Copy each line from the data that has the word "Angelo" in it.

(DATA EXTRACT)

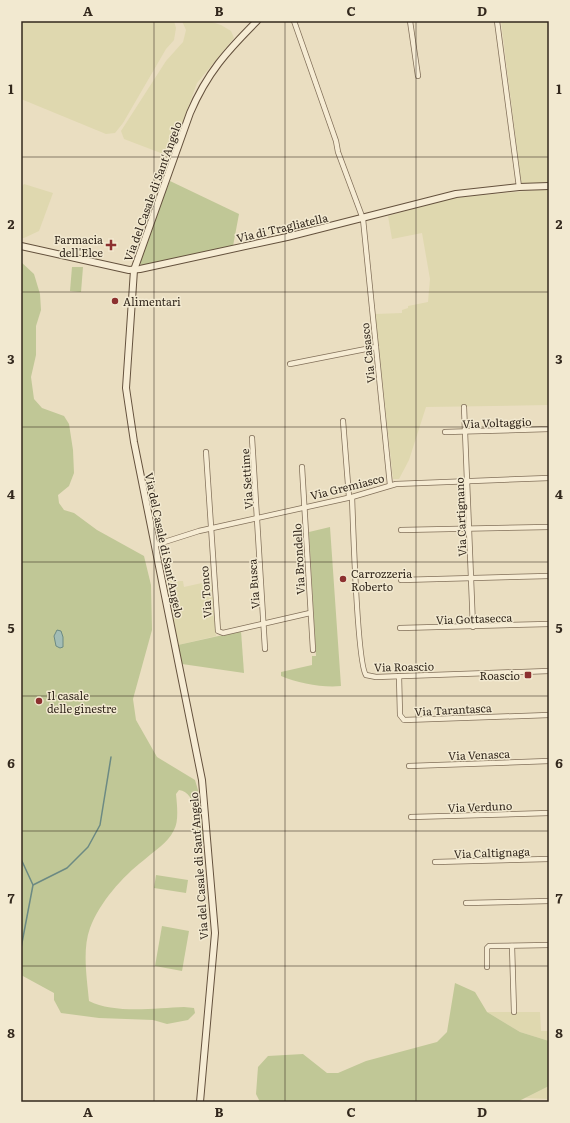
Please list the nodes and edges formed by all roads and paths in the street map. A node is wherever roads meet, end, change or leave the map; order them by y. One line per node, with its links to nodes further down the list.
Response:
1 (257, 21): 10 (main road, Via del Casale di Sant'Angelo)
2 (294, 21): 8 (street, Via Casasco)
3 (410, 21): 5 (street)
4 (497, 21): 7 (street)
5 (418, 76)
6 (549, 186): 7 (main road, Via di Tragliatella)
7 (519, 187): 8 (main road, Via di Tragliatella)
8 (362, 218): 10 (main road, Via di Tragliatella); 11 (street, Via Casasco)
9 (21, 246): 10 (main road, Via di Tragliatella)
10 (134, 270): 31 (main road, Via del Casale di Sant'Angelo)
11 (376, 347): 12 (street); 23 (street, Via Casasco)
12 (290, 364)
13 (464, 407): 17 (street, Via Cartignano)
14 (343, 421): 24 (street, Via Roascio)
15 (549, 429): 17 (street, Via Voltaggio)
16 (444, 432): 17 (street, Via Voltaggio)
17 (465, 432): 22 (street, Via Cartignano)
18 (252, 438): 26 (street, Via Settime)
19 (206, 452): 28 (street)
20 (302, 467): 25 (street, Via Brondello)
21 (549, 478): 22 (street, Via Gremiasco)
22 (468, 480): 23 (street, Via Gremiasco); 29 (street, Via Cartignano)
23 (390, 485): 24 (street, Via Gremiasco)
24 (350, 497): 25 (street, Via Gremiasco); 43 (street, Via Roascio)
25 (305, 506): 26 (street, Via Gremiasco); 35 (street, Via Brondello)
26 (257, 517): 28 (street, Via Gremiasco); 36 (street, Via Busca)
27 (549, 527): 29 (street)
28 (210, 528): 31 (street, Via Gremiasco); 36 (street, Via Tonco)
29 (470, 529): 30 (street); 33 (street, Via Cartignano)
30 (401, 530)
31 (155, 545): 57 (main road, Via del Casale di Sant'Angelo)
32 (549, 576): 33 (street)
33 (471, 578): 34 (street); 38 (street, Via Cartignano)
34 (401, 580)
35 (310, 613): 36 (street, Via Tonco); 41 (street, Via Brondello)
36 (264, 624): 40 (street, Via Busca)
37 (549, 624): 38 (street, Via Gottasecca)
38 (473, 627): 39 (street, Via Gottasecca)
39 (400, 628)
40 (265, 649)
41 (313, 650)
42 (549, 671): 43 (street, Via Roascio)
43 (399, 676): 44 (street, Via Tarantasca)
44 (549, 715)
45 (549, 761): 46 (street, Via Venasca)
46 (410, 766)
47 (549, 813): 48 (street, Via Verduno)
48 (411, 817)
49 (549, 859): 50 (street, Via Caltignaga)
50 (436, 862)
51 (549, 901): 52 (street)
52 (466, 903)
53 (549, 945): 54 (street)
54 (512, 946): 55 (street); 56 (street)
55 (487, 967)
56 (514, 1012)
57 (200, 1102)

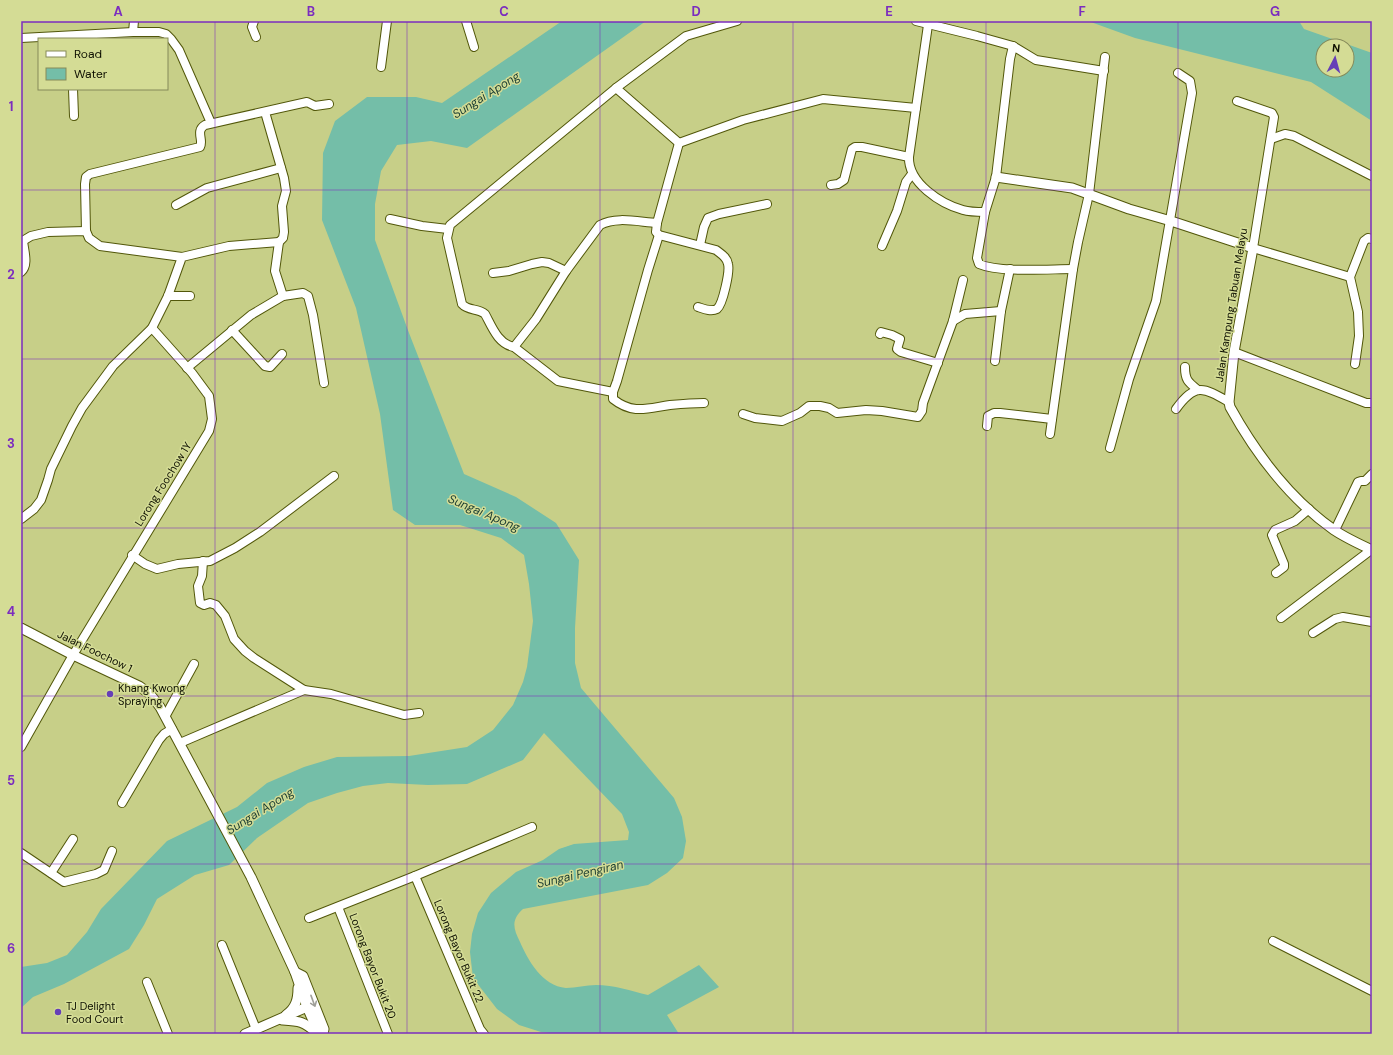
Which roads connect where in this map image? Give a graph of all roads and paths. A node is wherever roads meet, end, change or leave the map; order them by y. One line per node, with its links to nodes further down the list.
1 (134, 21): 8 (street)
2 (254, 21): 10 (street)
3 (387, 21): 15 (street)
4 (466, 21): 12 (street)
5 (737, 21): 18 (street)
6 (916, 21): 7 (street)
7 (928, 25): 13 (street); 22 (street)
8 (133, 32): 9 (street); 25 (street)
9 (70, 37): 11 (street)
10 (256, 37)
11 (21, 38)
12 (474, 46)
13 (1013, 46): 16 (street); 32 (street)
14 (1105, 57): 16 (street)
15 (381, 67)
16 (1104, 71): 34 (street)
17 (1178, 73): 39 (street)
18 (616, 88): 27 (street); 41 (street)
19 (73, 90): 24 (street)
20 (1238, 101): 26 (street, Jalan Kampung Tabuan Melayu)
21 (330, 104): 23 (street)
22 (916, 108): 27 (street); 28 (street)
23 (265, 112): 25 (street); 29 (street)
24 (74, 116)
25 (211, 123): 42 (street)
26 (1271, 139): 31 (street); 49 (street, Jalan Kampung Tabuan Melayu)
27 (679, 142): 40 (street)
28 (910, 157): 30 (street); 33 (street)
29 (281, 168): 36 (street); 46 (street)
30 (912, 174): 37 (street); 48 (street)
31 (1372, 176)
32 (996, 177): 34 (street); 37 (street)
33 (831, 185)
34 (1089, 194): 39 (street); 52 (street)
35 (768, 204): 47 (street)
36 (176, 205)
37 (985, 212): 51 (street)
38 (390, 219): 41 (street)
39 (1171, 221): 49 (street); 86 (street)
40 (656, 223): 43 (street); 53 (street)
41 (448, 229): 67 (street)
42 (86, 231): 45 (street); 50 (street)
43 (659, 235): 47 (street); 77 (street)
44 (1372, 239): 56 (street)
45 (22, 242): 54 (street)
46 (279, 242): 50 (street); 60 (street)
47 (700, 245): 61 (street)
48 (882, 246)
49 (1253, 248): 56 (street); 68 (street, Jalan Kampung Tabuan Melayu)
50 (182, 257): 58 (street)
51 (1010, 269): 52 (street); 62 (street)
52 (1073, 269): 83 (street)
53 (566, 271): 55 (street); 67 (street)
54 (21, 272)
55 (493, 273)
56 (1350, 277): 72 (street)
57 (963, 280): 63 (street)
58 (168, 296): 59 (street); 64 (street)
59 (190, 296)
60 (283, 296): 65 (street); 75 (street)
61 (698, 307)
62 (1002, 311): 63 (street); 70 (street)
63 (953, 321): 71 (street)
64 (152, 328): 74 (street, Lorong Foochow 1Y); 90 (street)
65 (232, 330): 69 (street); 74 (street)
66 (880, 334): 71 (street)
67 (514, 347): 77 (street)
68 (1234, 352): 79 (street, Jalan Kampung Tabuan Melayu); 80 (street)
69 (282, 354)
70 (995, 361)
71 (938, 363): 82 (street)
72 (1355, 364)
73 (1184, 367): 76 (street)
74 (187, 368): 93 (street, Lorong Foochow 1Y)
75 (324, 383)
76 (1198, 390): 79 (street); 81 (street)
77 (613, 392): 78 (street)
78 (704, 402)
79 (1229, 402): 89 (street, Jalan Kampung Tabuan Melayu)
80 (1372, 403)
81 (1176, 409)
82 (743, 414)
83 (1052, 419): 84 (street); 85 (street)
84 (987, 426)
85 (1050, 434)
86 (1110, 448)
87 (1372, 474): 91 (street)
88 (334, 476): 94 (street)
89 (1309, 509): 91 (street, Jalan Kampung Tabuan Melayu); 95 (street)
90 (21, 519)
91 (1335, 530): 92 (street, Jalan Kampung Tabuan Melayu)
92 (1371, 550): 96 (street)
93 (132, 555): 94 (street); 100 (street, Lorong Foochow 1Y)
94 (203, 561): 102 (street)
95 (1276, 573)
96 (1281, 618)
97 (1372, 622): 99 (street)
98 (21, 628): 100 (street, Jalan Foochow 1)
99 (1313, 633)
100 (73, 655): 104 (street, Jalan Foochow 1); 107 (street, Lorong Foochow 1Y)
101 (194, 664): 104 (street)
102 (304, 690): 103 (street); 106 (street)
103 (419, 713)
104 (166, 715): 105 (street, Jalan Foochow 1)
105 (172, 729): 106 (street, Jalan Foochow 1); 108 (street)
106 (180, 743): 119 (street, Jalan Foochow 1)
107 (21, 747)
108 (122, 803)
109 (532, 828): 114 (street)
110 (73, 839): 113 (street)
111 (112, 851): 113 (street)
112 (21, 853): 113 (street)
113 (51, 873)
114 (416, 876): 115 (street); 130 (street, Lorong Bayor Bukit 22)
115 (338, 907): 116 (street); 129 (street, Lorong Bayor Bukit 20)
116 (309, 918)
117 (1273, 941): 121 (street)
118 (222, 945): 124 (street)
119 (296, 975): 122 (street); 123 (street); 128 (street, one-way to 128)
120 (147, 982): 125 (street)
121 (1372, 991)
122 (307, 1007): 123 (street); 127 (street)
123 (279, 1020): 124 (street); 127 (street)
124 (256, 1029): 126 (street)
125 (168, 1034)
126 (245, 1034)
127 (319, 1034)
128 (323, 1034)
129 (388, 1034)
130 (484, 1034)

(End DATA EXTRACT)

### EXERCISE RESULT
1 (257, 21): 10 (main road, Via del Casale di Sant'Angelo)
10 (134, 270): 31 (main road, Via del Casale di Sant'Angelo)
31 (155, 545): 57 (main road, Via del Casale di Sant'Angelo)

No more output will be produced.